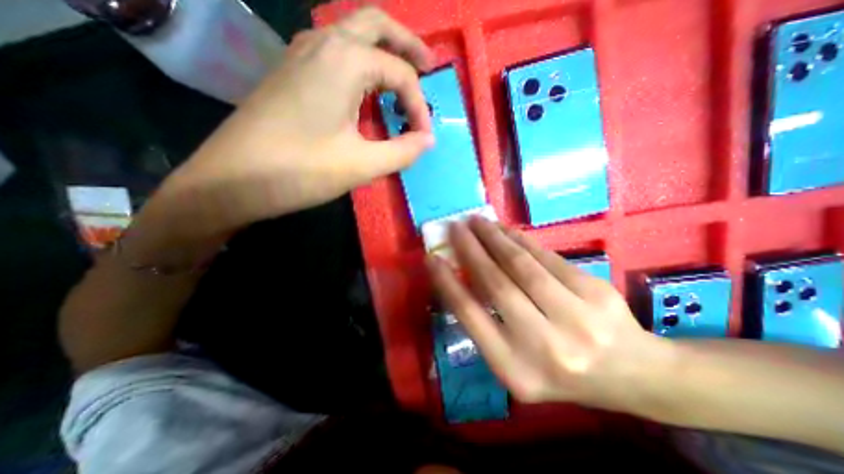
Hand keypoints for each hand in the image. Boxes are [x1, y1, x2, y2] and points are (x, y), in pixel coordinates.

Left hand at [168, 6, 437, 228]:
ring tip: (401, 79)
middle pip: (376, 24)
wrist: (231, 179)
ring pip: (352, 33)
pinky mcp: (291, 73)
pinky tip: (365, 89)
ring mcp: (301, 54)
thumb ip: (402, 151)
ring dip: (382, 50)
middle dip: (408, 45)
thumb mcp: (362, 165)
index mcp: (345, 60)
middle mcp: (323, 43)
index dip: (419, 107)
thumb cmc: (300, 170)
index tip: (423, 137)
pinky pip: (335, 52)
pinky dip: (360, 63)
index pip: (401, 74)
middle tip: (429, 68)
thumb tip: (427, 140)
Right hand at [429, 217, 673, 411]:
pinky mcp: (595, 293)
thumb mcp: (516, 361)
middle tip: (455, 228)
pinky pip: (546, 257)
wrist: (633, 375)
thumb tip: (462, 275)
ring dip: (494, 238)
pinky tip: (505, 229)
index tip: (432, 258)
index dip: (448, 283)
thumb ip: (487, 324)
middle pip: (496, 285)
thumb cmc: (561, 372)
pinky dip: (521, 240)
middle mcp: (544, 347)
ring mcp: (575, 318)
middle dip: (471, 251)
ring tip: (477, 222)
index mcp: (516, 370)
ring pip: (522, 266)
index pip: (471, 316)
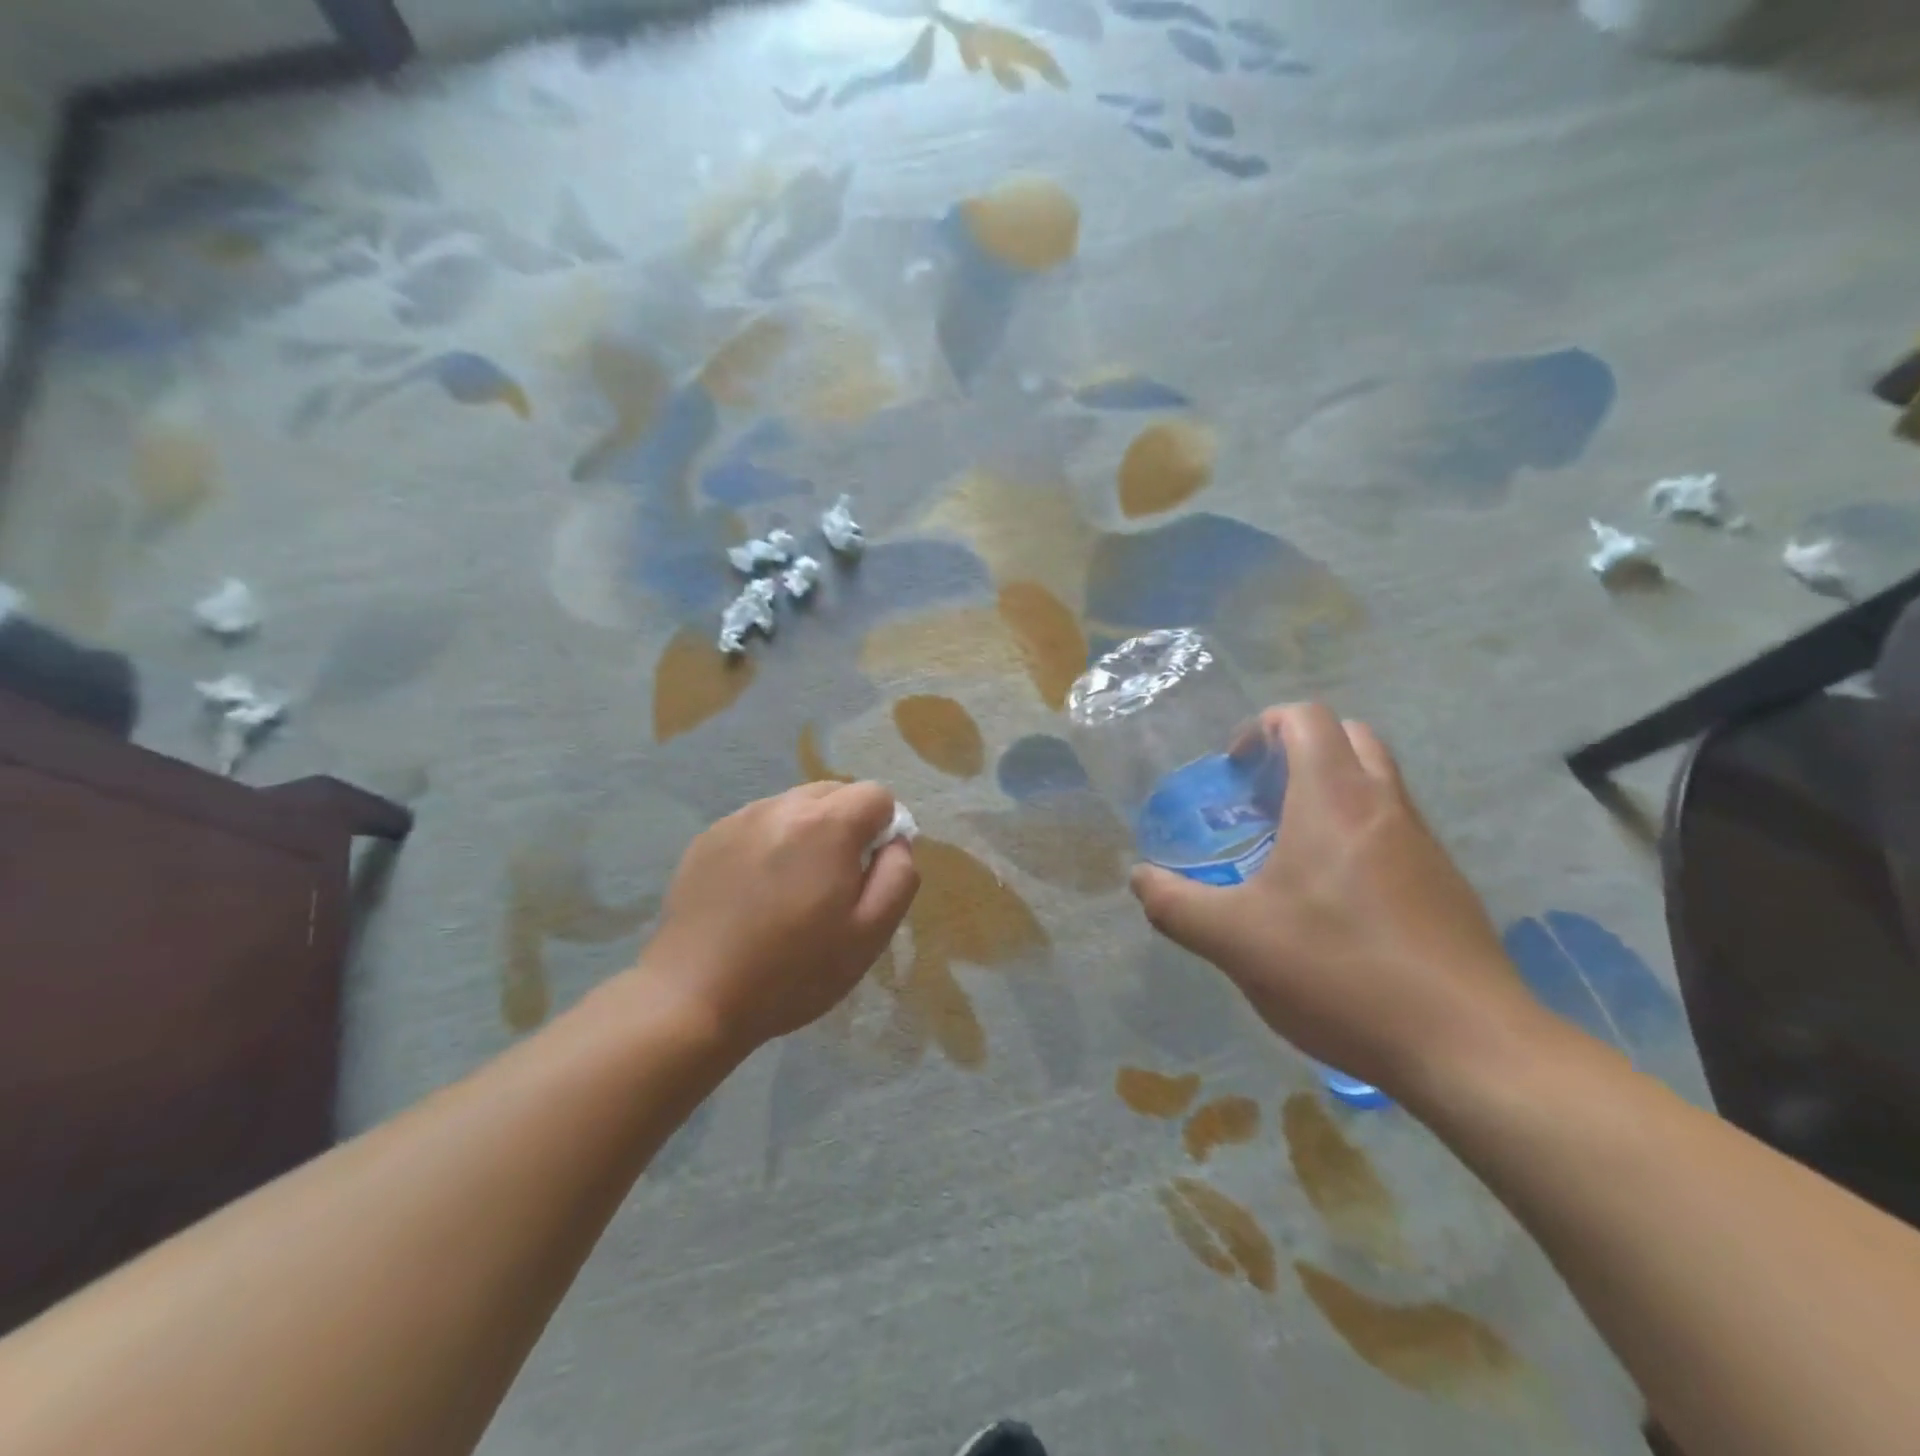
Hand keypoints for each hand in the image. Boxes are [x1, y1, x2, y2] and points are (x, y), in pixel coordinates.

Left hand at [637, 782, 918, 1052]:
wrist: (694, 997)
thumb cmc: (793, 971)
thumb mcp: (870, 934)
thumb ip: (899, 875)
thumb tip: (896, 841)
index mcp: (827, 824)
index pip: (877, 794)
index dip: (884, 830)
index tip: (867, 873)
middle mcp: (782, 805)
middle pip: (834, 792)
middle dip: (845, 826)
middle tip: (832, 883)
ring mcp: (739, 818)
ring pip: (794, 806)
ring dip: (806, 833)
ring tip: (789, 889)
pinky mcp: (707, 838)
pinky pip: (756, 825)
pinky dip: (768, 844)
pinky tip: (753, 893)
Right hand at [1129, 704, 1547, 1100]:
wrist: (1468, 1047)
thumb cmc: (1339, 972)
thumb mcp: (1234, 940)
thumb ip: (1174, 904)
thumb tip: (1140, 880)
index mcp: (1334, 799)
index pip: (1306, 718)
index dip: (1263, 726)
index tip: (1235, 768)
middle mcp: (1385, 806)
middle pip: (1349, 737)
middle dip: (1300, 750)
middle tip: (1263, 796)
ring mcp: (1425, 845)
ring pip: (1378, 783)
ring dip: (1332, 791)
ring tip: (1290, 848)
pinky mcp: (1446, 886)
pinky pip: (1395, 830)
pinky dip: (1359, 834)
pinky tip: (1335, 900)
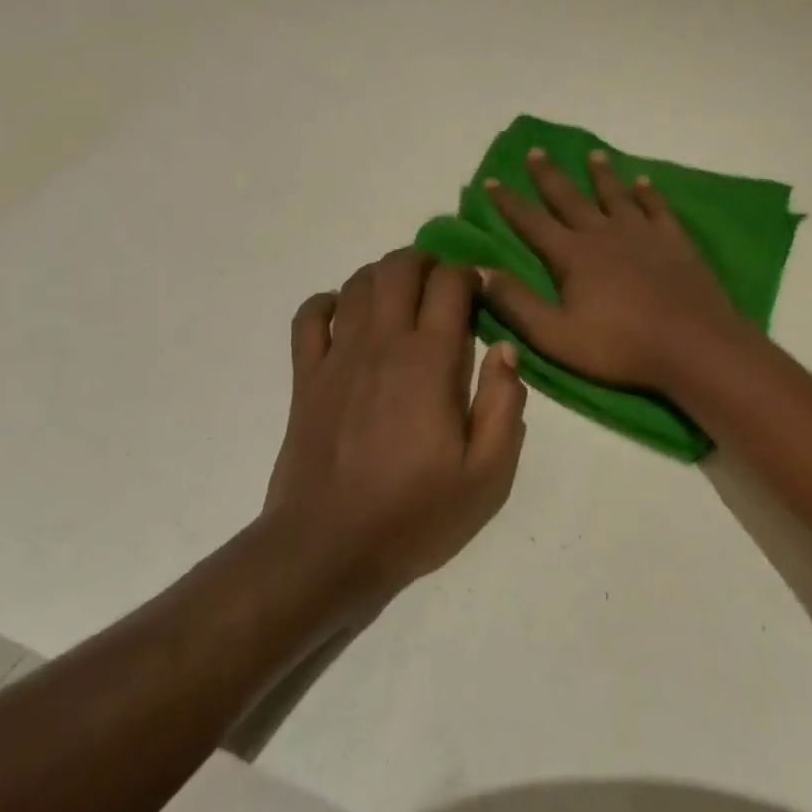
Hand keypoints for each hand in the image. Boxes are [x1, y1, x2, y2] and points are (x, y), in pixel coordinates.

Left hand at [265, 249, 526, 602]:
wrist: (327, 548)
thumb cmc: (416, 513)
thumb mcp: (487, 474)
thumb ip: (504, 405)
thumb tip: (505, 349)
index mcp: (430, 362)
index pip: (449, 285)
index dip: (469, 277)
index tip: (482, 295)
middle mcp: (382, 344)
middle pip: (399, 268)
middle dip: (427, 262)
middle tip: (445, 287)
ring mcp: (337, 357)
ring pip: (357, 283)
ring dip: (384, 276)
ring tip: (404, 297)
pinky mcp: (305, 377)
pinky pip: (310, 316)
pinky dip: (329, 302)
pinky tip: (346, 316)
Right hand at [479, 148, 749, 390]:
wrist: (692, 344)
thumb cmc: (620, 346)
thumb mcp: (556, 336)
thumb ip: (517, 304)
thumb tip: (481, 271)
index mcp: (573, 256)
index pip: (532, 222)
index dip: (509, 203)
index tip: (492, 181)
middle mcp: (605, 234)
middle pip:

· · · · · · ·

In the entries above, find each line with the word "wrist" and show it.

■ Result ■
wrist: (231, 179)
wrist: (633, 375)
wrist: (694, 997)
wrist: (1468, 1047)
wrist: (327, 548)
wrist: (692, 344)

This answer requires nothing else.